Exercise objective → Your task is to return the span of lines beginning at the one with "ring dip: (1048, 954)" and ending at the last line of the data, exactly as it stands.

Supplied data →
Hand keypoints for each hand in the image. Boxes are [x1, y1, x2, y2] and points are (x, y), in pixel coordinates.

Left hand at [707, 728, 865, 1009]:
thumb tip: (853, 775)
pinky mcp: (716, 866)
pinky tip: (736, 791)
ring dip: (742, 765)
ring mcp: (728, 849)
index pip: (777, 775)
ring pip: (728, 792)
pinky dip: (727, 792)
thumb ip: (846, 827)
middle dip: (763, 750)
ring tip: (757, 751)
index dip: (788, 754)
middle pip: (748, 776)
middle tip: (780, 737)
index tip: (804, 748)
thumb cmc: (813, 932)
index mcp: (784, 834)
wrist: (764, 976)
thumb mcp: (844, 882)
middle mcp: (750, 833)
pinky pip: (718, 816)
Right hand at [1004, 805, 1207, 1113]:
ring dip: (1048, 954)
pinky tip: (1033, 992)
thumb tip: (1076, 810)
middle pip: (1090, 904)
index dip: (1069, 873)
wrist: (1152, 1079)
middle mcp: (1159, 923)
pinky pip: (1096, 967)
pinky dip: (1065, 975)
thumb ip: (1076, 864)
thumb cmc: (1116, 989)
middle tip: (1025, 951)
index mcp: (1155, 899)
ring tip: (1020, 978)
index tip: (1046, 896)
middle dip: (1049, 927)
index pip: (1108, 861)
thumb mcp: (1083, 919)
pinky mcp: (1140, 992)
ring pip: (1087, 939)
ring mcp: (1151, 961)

Completed exercise →
ring dip: (1048, 954)
pinky tip: (1033, 992)
thumb tip: (1076, 810)
middle pip: (1090, 904)
index dip: (1069, 873)
wrist: (1152, 1079)
middle mcp: (1159, 923)
pinky pip: (1096, 967)
pinky dip: (1065, 975)
thumb ip: (1076, 864)
thumb cmc: (1116, 989)
middle tip: (1025, 951)
index mcp: (1155, 899)
ring tip: (1020, 978)
index tip: (1046, 896)
middle dip: (1049, 927)
index pip: (1108, 861)
thumb mcp: (1083, 919)
pinky mcp: (1140, 992)
ring pip: (1087, 939)
ring mcp: (1151, 961)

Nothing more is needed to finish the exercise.